İnci Hekimoğlu’nun Murat Bardakçı’ya yanıt niteliğindeki yazısı şöyle:

HEM TARİHÇİ MÜSVEDDESİ HEM DE IRKÇI VE EDEPSİZ

Canlı yayına yansıyan küfürleri, izleyicilerine ve konuklarına yönelik saygısızlığı, tarihi; resmi tarihle yarışacak kadar eksiltip-artırarak neredeyse kendine göre yazması, küstahlığı ve kabalığı ‘benim tarzım bu’ düzeyinde pazarlama aracı yapması ile meşhurdur.

Şahsen kendisini de söylediklerini de ‘hiç’ saydığımdan ikide bir Çerkesler üzerine yaptığı sayıklamalara da yanıt vermeyi düşünmezdim. Ancak “Vatana ve millete hayırlı olmasın’ başlığı ile yazdığı son yazıda; bir grup Çerkes’in kurduğu ÇDP (Çoğulcu Demokrasi Partisi) üzerinden kendisi gibi devşirilerek ‘Türk Çerkesi’ olmayı reddeden tüm Çerkesleri hedefe koyarak saldırması; bu hadsiz ve izansız adama karşı kalemi ele almayı zorunlu kıldı.

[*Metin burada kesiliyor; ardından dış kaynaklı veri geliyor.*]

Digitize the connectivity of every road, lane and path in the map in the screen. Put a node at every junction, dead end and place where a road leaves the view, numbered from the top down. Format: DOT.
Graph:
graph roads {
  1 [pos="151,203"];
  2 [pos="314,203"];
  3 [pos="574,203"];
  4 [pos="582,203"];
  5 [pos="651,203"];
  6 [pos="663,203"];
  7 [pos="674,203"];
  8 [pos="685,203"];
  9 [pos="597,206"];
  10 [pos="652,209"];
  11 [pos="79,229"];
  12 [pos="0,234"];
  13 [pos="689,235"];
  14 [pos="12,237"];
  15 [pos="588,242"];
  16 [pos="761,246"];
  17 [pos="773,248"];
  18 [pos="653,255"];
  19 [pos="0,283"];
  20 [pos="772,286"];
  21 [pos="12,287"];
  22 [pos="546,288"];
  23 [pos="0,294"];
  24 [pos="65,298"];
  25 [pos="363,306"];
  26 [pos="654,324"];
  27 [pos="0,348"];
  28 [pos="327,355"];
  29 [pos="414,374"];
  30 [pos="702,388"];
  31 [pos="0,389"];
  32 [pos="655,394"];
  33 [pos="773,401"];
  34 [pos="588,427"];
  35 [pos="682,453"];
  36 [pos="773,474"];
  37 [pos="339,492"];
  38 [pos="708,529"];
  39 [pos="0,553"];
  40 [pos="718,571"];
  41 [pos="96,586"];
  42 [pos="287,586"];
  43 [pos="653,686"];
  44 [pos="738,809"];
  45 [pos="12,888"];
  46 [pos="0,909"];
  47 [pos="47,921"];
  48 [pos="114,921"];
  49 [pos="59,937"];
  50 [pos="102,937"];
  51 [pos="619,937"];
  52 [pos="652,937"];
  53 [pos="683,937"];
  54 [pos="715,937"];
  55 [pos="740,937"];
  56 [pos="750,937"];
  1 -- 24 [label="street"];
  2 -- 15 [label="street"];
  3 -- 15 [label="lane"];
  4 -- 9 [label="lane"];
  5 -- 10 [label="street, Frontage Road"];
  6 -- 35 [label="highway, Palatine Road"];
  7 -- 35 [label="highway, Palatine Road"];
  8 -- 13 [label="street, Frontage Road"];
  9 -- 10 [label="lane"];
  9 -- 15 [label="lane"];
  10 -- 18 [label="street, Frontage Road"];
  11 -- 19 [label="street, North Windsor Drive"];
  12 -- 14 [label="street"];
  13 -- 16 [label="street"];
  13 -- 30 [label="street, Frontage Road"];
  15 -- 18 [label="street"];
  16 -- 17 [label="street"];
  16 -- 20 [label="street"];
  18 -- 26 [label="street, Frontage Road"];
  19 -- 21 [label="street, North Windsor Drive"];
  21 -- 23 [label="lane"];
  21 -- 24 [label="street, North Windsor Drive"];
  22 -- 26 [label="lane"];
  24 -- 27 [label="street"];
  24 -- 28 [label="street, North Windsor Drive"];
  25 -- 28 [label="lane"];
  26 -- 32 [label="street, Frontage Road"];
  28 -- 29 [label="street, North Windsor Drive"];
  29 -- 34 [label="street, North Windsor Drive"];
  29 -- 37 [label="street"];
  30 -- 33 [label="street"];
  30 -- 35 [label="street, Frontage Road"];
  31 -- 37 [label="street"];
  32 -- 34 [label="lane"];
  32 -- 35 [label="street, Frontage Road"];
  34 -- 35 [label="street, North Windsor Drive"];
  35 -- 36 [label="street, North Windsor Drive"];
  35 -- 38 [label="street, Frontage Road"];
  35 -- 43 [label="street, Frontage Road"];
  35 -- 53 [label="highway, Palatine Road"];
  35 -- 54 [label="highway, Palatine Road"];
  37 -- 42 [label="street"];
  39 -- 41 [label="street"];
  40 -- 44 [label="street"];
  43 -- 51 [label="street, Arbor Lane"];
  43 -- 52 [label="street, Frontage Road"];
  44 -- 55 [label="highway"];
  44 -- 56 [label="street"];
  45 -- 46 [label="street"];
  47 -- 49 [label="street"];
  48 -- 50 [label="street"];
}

Yazısında özetle şunları söylüyor, Murat Bardakçı adlı tarih yalancısı: “O zamanın sıkıntılar içerisindeki Türkiye’si yüzbinlerce Çerkes’e kucak açmış; ev, iş, aş sağlamış ve devlette önemli görevler vermiştir. İmparatorluğun bu himayesine ‘âtıfet’; şimdi ‘Kimliğimiz kayboluyor’ gibisinden terânelere de ‘nankörlük’ denir! … ‘Kimliğimiz gidiyoooor!” feryatları nankörlükten de ötedir, vefasızlığın daniskasıdır, bunun böyle olduğunu söyleyenleri ‘devşirmelikle’ suçlamaya da ‘edepsizlik’ denir!”

Tarihçi geçinen birine değil, olsa olsa resmi tarih yalanları yaymakla görevli bir ‘memur’a denk düşen bu sözleri ilk kez etmiş değil bu zat-ı muhterem. Yani buraya alıntılamam değer atfettiğimden değil, hem ‘edep’, ‘nezaket’ sözleriyle sıvadığı düzeysizliğini hem de ideolojik körlüğün insanı nasıl trajikomik bir figüre dönüştürdüğünü göstermek için.

Bardakçı’nın tezlerine tek tek yanıt vererek başlayalım: 

ÇERKES SÜRGÜNÜNDE OSMANLI AKTÖRDÜ

1-“O zamanın sıkıntılar içerisindeki Türkiye’si” değil, Osmanlı’sıdır, sürgün edilen Çerkesleri kabul eden. Ayrıca Çerkesler “göç” etmemiş, soykırım ve sürgüne uğramıştır.

2- Osmanlı İmparatorluğu’nun ekonomik ve askeri olarak çöküşü, ilhak (işgal) ettiği ülkelerin tek tek elinden çıkması nedeniyle yeni vurucu güce ihtiyacı vardı. Bu nedenle de Çarlık Rusyası’na karşı 100 yıla yakın savaşmış Çerkeslerin soykırımdan hemen önce yaptığı yardım çağrılarının hiçbirine yanıt vermemiş, tersine imparatorluk için taze kan olarak gördüğü Çerkeslerin vatanlarından koparılıp atılmasını desteklemiştir. 1829 Edirne anlaşmasından 1858 Paris anlaşmasına tonla belge ve bilgi kayıtlarda vardır ama onları görmek için Murat Bardakçı değil tarihçi olmak gerekir.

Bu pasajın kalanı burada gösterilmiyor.